- _What is needed_: Look for the string "Left" in the listing below, then copy every line that has it.

- _Stored data_:
★ ★ ★

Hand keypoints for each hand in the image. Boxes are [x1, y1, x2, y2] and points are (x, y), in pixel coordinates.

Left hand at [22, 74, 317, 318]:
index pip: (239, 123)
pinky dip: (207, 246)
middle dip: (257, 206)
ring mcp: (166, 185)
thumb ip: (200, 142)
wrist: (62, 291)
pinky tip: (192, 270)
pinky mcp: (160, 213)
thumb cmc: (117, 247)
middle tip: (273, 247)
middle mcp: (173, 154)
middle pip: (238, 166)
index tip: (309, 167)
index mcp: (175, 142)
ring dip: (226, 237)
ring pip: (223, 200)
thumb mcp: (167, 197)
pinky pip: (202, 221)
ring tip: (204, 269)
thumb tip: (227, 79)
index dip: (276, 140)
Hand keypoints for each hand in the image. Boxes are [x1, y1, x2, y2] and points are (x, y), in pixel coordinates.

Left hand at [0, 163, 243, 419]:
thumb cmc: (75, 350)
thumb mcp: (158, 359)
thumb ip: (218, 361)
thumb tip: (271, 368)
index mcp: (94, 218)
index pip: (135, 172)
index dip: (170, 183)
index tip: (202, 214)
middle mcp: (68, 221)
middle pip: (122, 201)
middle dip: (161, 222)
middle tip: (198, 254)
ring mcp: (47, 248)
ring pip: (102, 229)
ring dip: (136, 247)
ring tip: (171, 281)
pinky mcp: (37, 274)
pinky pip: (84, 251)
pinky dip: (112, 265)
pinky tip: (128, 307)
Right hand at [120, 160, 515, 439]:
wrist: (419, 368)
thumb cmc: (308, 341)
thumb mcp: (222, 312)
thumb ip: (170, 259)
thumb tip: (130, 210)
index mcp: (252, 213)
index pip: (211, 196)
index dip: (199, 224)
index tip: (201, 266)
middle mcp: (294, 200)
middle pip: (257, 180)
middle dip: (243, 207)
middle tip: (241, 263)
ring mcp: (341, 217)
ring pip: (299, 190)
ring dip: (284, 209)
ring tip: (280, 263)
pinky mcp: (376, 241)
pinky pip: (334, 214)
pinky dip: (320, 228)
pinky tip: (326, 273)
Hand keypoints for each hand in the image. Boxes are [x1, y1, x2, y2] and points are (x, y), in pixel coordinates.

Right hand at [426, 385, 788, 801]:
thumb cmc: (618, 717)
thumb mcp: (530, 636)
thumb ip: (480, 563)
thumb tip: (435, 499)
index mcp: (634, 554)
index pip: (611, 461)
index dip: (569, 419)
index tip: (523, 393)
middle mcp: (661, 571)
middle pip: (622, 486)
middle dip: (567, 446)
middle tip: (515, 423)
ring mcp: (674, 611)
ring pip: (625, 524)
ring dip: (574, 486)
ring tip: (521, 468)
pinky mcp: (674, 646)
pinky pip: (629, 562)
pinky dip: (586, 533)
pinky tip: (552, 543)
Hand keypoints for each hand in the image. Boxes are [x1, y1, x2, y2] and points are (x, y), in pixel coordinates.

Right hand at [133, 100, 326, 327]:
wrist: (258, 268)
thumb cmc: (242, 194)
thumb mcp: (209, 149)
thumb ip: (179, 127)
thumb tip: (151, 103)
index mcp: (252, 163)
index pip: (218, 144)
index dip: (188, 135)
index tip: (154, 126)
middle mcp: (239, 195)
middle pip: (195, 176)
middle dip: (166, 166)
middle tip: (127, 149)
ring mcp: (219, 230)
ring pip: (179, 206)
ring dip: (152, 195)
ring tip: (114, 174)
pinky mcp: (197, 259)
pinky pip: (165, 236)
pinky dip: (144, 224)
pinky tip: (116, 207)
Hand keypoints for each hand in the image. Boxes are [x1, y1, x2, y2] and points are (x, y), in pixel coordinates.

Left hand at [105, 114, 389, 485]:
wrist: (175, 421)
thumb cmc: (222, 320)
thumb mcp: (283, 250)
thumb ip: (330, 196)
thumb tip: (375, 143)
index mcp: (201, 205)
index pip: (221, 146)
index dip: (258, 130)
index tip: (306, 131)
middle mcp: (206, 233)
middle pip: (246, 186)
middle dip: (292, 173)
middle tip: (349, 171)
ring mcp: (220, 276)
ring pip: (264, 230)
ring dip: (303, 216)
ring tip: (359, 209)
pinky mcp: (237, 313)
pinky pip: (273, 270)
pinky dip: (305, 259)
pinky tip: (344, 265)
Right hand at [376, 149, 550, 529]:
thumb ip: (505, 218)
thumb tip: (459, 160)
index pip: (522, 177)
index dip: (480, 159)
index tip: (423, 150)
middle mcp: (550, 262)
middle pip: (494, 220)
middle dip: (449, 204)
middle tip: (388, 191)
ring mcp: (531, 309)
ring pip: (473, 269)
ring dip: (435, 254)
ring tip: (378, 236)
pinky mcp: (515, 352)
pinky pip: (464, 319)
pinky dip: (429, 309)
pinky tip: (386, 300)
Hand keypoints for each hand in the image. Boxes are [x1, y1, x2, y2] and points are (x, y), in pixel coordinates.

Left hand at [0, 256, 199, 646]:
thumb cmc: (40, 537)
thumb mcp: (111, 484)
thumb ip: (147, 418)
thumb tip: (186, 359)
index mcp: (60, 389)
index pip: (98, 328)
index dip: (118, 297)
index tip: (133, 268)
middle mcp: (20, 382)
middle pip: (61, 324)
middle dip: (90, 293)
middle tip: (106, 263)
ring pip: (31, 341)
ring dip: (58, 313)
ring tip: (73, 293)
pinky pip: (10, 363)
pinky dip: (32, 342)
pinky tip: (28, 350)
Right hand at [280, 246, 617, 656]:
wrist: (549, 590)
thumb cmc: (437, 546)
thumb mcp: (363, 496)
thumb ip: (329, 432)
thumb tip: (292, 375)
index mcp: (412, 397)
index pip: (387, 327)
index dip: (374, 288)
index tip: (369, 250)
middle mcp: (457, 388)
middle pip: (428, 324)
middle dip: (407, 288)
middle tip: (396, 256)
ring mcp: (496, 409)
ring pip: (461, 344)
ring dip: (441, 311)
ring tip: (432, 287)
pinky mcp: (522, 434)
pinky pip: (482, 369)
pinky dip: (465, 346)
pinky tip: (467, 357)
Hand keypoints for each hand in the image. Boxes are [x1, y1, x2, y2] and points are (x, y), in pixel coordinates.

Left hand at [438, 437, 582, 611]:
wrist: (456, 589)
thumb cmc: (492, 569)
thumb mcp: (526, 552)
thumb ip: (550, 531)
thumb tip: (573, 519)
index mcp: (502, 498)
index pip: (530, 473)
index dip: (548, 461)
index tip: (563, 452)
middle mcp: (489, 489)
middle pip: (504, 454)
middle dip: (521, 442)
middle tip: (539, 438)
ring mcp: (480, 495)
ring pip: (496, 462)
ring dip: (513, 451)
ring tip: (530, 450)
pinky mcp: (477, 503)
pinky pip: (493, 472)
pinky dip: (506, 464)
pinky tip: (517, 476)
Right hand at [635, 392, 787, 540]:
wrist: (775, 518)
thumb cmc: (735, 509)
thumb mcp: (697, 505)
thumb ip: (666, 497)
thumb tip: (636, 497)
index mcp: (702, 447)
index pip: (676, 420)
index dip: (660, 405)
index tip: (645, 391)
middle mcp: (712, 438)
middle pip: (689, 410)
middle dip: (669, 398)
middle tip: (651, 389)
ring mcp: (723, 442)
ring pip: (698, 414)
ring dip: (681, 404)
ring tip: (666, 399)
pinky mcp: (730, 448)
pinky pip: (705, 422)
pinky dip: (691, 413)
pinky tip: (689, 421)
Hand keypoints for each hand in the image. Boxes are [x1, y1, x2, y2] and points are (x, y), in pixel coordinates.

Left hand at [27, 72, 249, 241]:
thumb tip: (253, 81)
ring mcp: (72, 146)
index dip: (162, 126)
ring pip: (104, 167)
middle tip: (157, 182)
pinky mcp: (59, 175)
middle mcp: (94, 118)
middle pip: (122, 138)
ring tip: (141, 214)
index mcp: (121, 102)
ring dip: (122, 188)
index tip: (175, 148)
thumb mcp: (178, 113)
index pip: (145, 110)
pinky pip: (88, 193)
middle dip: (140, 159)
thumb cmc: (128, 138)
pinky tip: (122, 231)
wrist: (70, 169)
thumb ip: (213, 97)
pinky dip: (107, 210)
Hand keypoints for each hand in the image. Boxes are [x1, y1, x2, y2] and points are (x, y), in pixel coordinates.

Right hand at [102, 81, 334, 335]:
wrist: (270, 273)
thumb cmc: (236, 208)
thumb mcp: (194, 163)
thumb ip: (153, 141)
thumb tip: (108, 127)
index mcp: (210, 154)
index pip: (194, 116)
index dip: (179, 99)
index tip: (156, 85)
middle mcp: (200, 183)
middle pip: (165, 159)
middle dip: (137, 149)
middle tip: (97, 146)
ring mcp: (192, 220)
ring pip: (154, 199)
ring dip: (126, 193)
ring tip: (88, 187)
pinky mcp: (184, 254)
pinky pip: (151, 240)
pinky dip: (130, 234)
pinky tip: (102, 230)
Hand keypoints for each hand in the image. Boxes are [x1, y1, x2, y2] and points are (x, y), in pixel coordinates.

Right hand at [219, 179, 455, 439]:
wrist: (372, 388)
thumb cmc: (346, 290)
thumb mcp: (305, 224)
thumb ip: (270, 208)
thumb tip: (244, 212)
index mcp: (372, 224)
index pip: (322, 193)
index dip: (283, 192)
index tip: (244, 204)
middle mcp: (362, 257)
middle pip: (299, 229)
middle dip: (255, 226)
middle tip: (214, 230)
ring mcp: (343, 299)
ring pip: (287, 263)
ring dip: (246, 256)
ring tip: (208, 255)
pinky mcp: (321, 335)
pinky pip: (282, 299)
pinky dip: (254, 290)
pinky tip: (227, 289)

★ ★ ★

- _Output below_:
Left hand at [22, 74, 317, 318]:
Left hand at [0, 163, 243, 419]:
Left hand at [105, 114, 389, 485]:
Left hand at [0, 256, 199, 646]:
Left hand at [438, 437, 582, 611]:
Left hand at [27, 72, 249, 241]:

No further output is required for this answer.